A Christian Response to the Killing of U.S. Citizen Alex Pretti by Federal Immigration Agents
- Faithful Citizens Network
- Jan 26
- 2 min read

Over the weekend in Minneapolis, 37-year-old U.S. citizen Alex Jeffrey Pretti was shot and killed by a U.S. Border Patrol agent during a federal immigration enforcement operation. Pretti, an intensive care nurse at a Veterans Affairs hospital, had joined community members who were observing, documenting, and questioning the unconstitutional treatment of both citizens and immigrants by federal agents. His death has left many Americans — and Christians—deeply unsettled.
According to video footage and eyewitness accounts that have circulated publicly, Pretti was standing in the street holding a cellphone and filming agents as they carried out their operation. At one point, footage appears to show a federal agent pushing or pepper-spraying another person to the ground. Pretti is seen moving toward that person, shielding them and helping them back to their feet. Shortly afterward, multiple agents turned their attention to Pretti. Video shows him being pepper-sprayed and forcibly wrestled to the frozen pavement by several federal agents.
Once on the ground, agents are seen grappling with Pretti as they attempt to restrain him. During that struggle, an agent appears to remove a firearm from Pretti’s waistband holster. Within seconds, another agent opens fire at very close range, discharging multiple rounds. Pretti is left motionless on the sidewalk and later pronounced dead at the scene.

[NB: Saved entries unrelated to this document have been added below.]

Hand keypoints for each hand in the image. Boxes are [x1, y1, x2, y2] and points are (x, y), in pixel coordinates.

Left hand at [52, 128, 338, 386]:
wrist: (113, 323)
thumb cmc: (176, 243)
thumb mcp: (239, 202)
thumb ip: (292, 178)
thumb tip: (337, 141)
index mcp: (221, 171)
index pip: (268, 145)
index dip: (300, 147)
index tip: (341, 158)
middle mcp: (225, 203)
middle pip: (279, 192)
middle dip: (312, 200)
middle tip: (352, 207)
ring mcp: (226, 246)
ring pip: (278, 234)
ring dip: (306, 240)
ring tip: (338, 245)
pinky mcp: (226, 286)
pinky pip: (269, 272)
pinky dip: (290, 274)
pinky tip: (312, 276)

Despite widely-circulated video evidence and multiple eyewitness accounts showing that Alex Pretti did not have a weapon in his hands at the time he was shot and that none of the footage appears to show him drawing or brandishing a firearm, federal officials have maintained that Pretti posed a threat.
For Christians, this moment is about discernment. Scripture teaches respect for authority, but it also reminds believers that the state is not the highest moral authority—God is. Throughout the Bible, people of faith are shown questioning and resisting power when it violates justice, mercy, and human dignity.

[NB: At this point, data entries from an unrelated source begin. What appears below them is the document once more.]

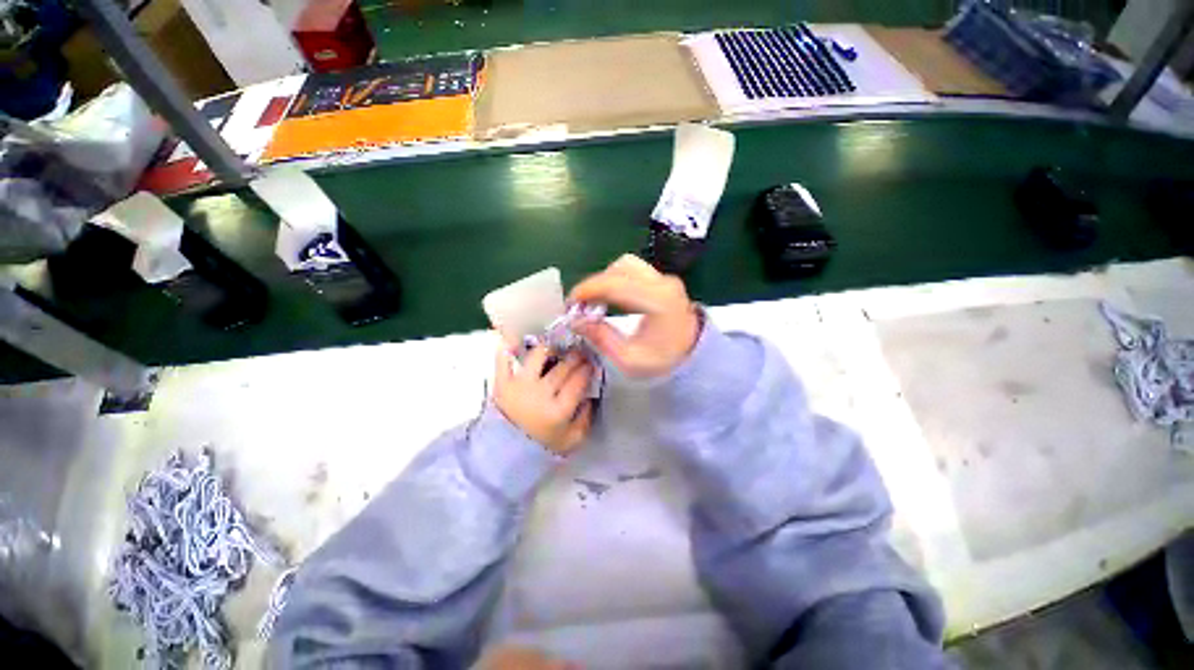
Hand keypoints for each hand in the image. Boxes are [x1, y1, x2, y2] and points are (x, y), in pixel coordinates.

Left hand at [493, 344, 593, 454]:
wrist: (505, 456)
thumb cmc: (542, 446)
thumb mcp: (572, 440)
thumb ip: (586, 418)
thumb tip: (590, 395)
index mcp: (559, 411)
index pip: (578, 381)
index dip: (587, 369)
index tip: (591, 363)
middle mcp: (540, 394)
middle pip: (562, 367)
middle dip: (575, 356)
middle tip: (579, 351)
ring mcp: (519, 386)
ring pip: (538, 357)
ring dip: (550, 348)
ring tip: (555, 347)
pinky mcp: (501, 384)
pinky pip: (503, 361)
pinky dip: (507, 348)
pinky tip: (515, 340)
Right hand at [569, 254, 700, 378]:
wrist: (693, 357)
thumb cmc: (663, 361)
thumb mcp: (628, 359)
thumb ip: (601, 337)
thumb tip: (575, 320)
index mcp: (658, 301)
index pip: (616, 284)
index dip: (588, 289)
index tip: (571, 303)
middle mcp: (663, 283)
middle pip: (620, 268)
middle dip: (595, 283)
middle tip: (581, 304)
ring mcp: (665, 278)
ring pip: (626, 265)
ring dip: (606, 279)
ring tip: (594, 300)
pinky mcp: (662, 280)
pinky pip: (633, 270)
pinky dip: (616, 279)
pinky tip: (609, 297)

Faithfulness has never meant looking away when violence is done in the open, especially by our own government to our own citizens. In times like these, Christians are called neither to rush to judgment nor to retreat into silence. We are called to look honestly at the evidence, to pray for wisdom, to grieve the loss of life, and to ask hard questions rooted in love of neighbor and respect for human dignity. Watching the footage, listening to witnesses, and seeking truth are acts of moral responsibility.
As many have asked quietly and prayerfully in the wake of Alex Pretti’s death, the question before us is not only what happened, but how we will respond. Discernment requires attention. Justice requires courage. And faith calls us to ask: what would Jesus do?